Enrique García-Máiquez
Hace unos días dediqué un artículo a la píldora holandesa de la eutanasia, con el rabillo del ojo puesto en lo que se nos venía encima en España, y ya está aquí. Hablaba del vacío al que nos aboca que el Estado anime (toda despenalización tiene un obvio efecto estimulante) a los ancianos a quitarse de en medio. Varios lectores me dijeron que el artículo les gustó, pero que ellos, no siendo católicos, preferían tener la pastilla a mano.
Me expliqué mal, porque yo no pretendía hacer un artículo religioso. Como Gómez Dávila, soy un pagano que cree en Cristo, y entiendo mucho mejor el suicidio, al modo Séneca, que el aborto. En el primer caso, uno dispone de su vida, mientras que en el otro desecha una vida ajena sin darle oportunidad.
Comparto con esos lectores que una vida sin dignidad no compensa ser vivida. Lo que nos exige preguntarnos seriamente qué es la dignidad. Ahí la respuesta del cristiano, por mucho paganismo que le pida el cuerpo, sí es religiosa. Su dignidad estriba en que Dios sostenga su vida, mientras Él quiera, con su amor. Pero quien no es cristiano también necesita una dignidad que le sostenga.
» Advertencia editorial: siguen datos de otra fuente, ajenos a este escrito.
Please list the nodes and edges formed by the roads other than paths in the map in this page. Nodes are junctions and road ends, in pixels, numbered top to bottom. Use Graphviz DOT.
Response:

Nos damos así de bruces con la paradoja de que la legalización de la eutanasia afecta muchísimo más a los menos religiosos. Un Estado que estaba dispuesto a poner su ordenamiento jurídico al servicio de tu vida y a gastar todo lo necesario en pensiones y en sanidad, sin echar cuentas, transmitía a sus ciudadanos, por muy desanimados o enfermos que algunos estuviesen, una idea muy alta y noble de la dignidad humana, no religiosa, pero
sacra. Era un Estado del Bienestar y del Bienser. En cambio, si se desentiende y dispensa la muerte a demanda, aunque presuma de progresista y social, privatiza la dignidad, que pasa a depender exclusivamente de cada voluntad particular. El Estado se lava las manos. Y se deja a mucha gente dependiente de sus propios recursos psíquicos y morales, en un neoliberalismo salvaje del espíritu.
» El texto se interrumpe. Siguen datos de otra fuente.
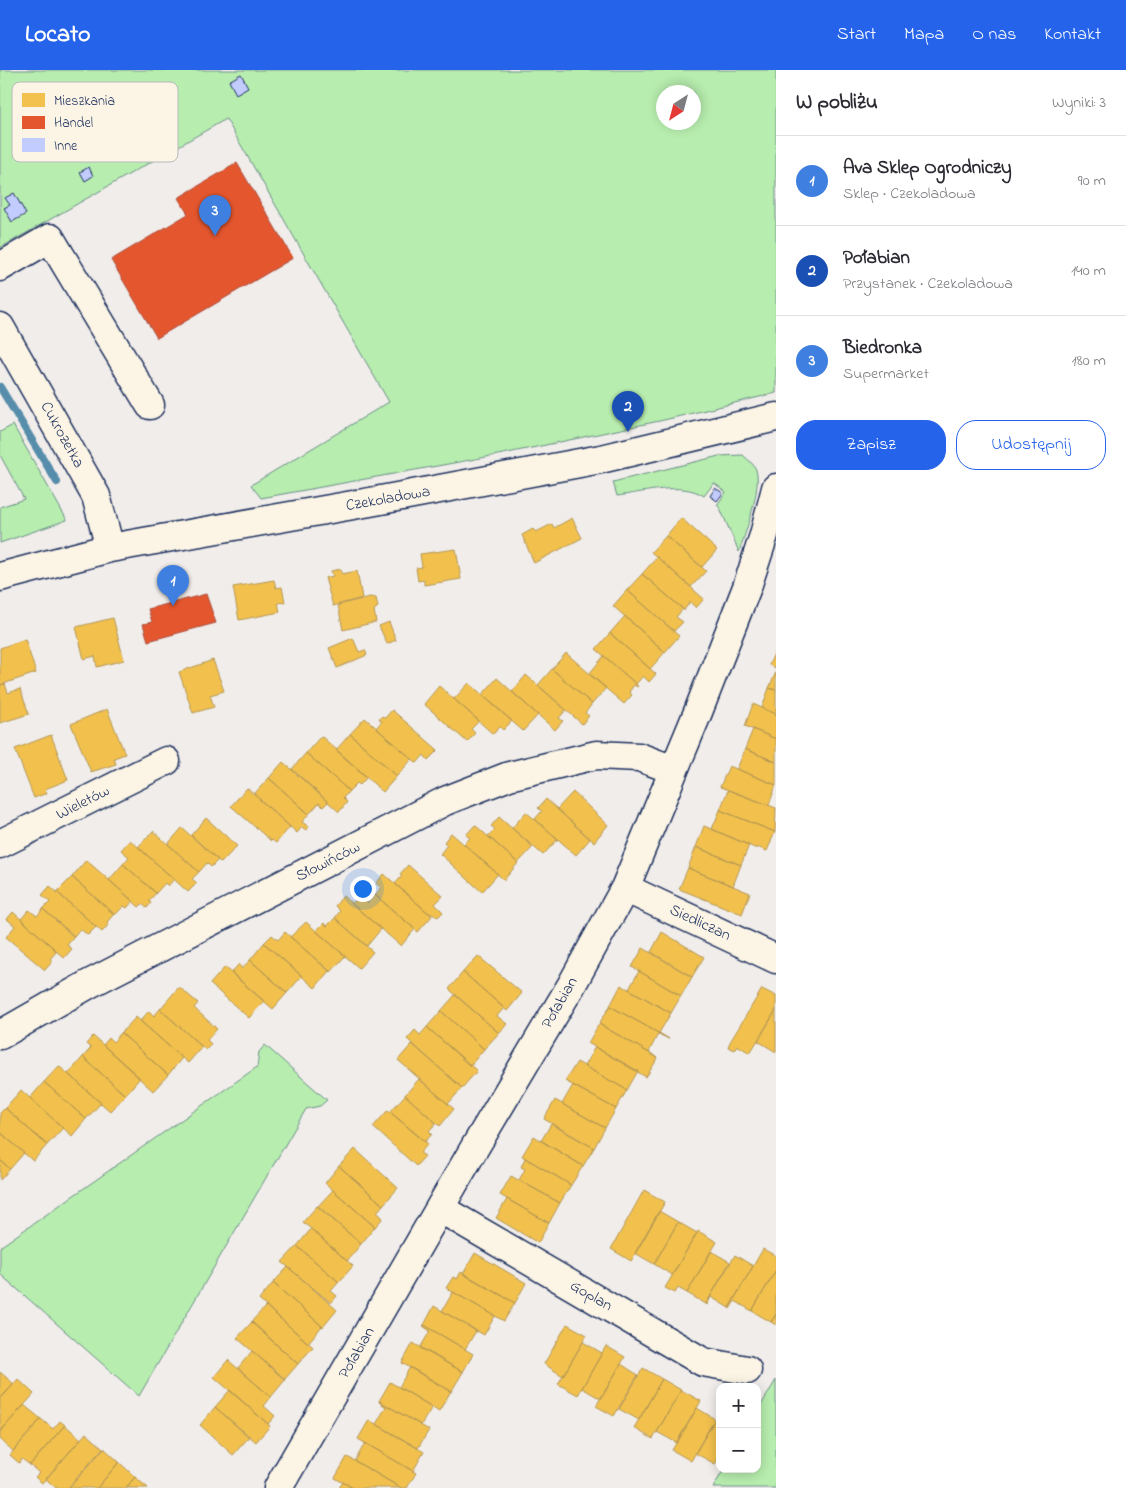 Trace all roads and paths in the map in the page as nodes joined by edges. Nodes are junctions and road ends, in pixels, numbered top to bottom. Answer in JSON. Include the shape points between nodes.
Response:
{"nodes":[{"id":1,"x":0,"y":267,"type":"edge"},
{"id":2,"x":0,"y":327,"type":"edge"},
{"id":3,"x":150,"y":405,"type":"dead end"},
{"id":4,"x":775,"y":421,"type":"edge"},
{"id":5,"x":776,"y":488,"type":"edge"},
{"id":6,"x":110,"y":548,"type":"junction"},
{"id":7,"x":766,"y":562,"type":"edge"},
{"id":8,"x":0,"y":577,"type":"edge"},
{"id":9,"x":166,"y":762,"type":"dead end"},
{"id":10,"x":674,"y":770,"type":"junction"},
{"id":11,"x":0,"y":844,"type":"edge"},
{"id":12,"x":625,"y":888,"type":"junction"},
{"id":13,"x":776,"y":959,"type":"edge"},
{"id":14,"x":0,"y":1035,"type":"edge"},
{"id":15,"x":441,"y":1209,"type":"junction"},
{"id":16,"x":747,"y":1370,"type":"dead end"},
{"id":17,"x":278,"y":1488,"type":"edge"}],
"edges":[{"from":1,"to":3,"type":"street","via":[[50,238]]},
{"from":2,"to":6,"type":"street","name":"Cukrozetka","via":[[96,496]]},
{"from":4,"to":6,"type":"street","name":"Czekoladowa","via":[[601,459]]},
{"from":5,"to":7,"type":"street","name":"Połabian"},
{"from":6,"to":8,"type":"street","name":"Czekoladowa"},
{"from":7,"to":10,"type":"street","name":"Połabian"},
{"from":9,"to":11,"type":"street","name":"Wieletów"},
{"from":10,"to":12,"type":"street","name":"Połabian"},
{"from":10,"to":14,"type":"street","name":"Słowińców","via":[[639,757],[596,755],[509,776],[445,801],[157,948]]},
{"from":12,"to":13,"type":"street","name":"Siedliczan"},
{"from":12,"to":15,"type":"street","name":"Połabian"},
{"from":15,"to":16,"type":"street","name":"Goplan","via":[[704,1362]]},
{"from":15,"to":17,"type":"street","name":"Połabian"}]}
Este cariz neoliberal podrá, además, comprobarse prácticamente en la discriminación socioeconómica a la que nos abocará esta ley. Las personas más vulnerables a una situación de desamparo serán, en su mayoría, las más pobres. Quienes dispongan de más recursos gozarán de mejores condiciones para afrontar la etapa final de su vida, recursos para evitar el dolor, minimizar la soledad o paliar el desánimo. Al neoliberal Sánchez le da lo mismo.
ENRIQUE GARCÍA-MÁIQUEZ
Publicado en Diario de Cádiz.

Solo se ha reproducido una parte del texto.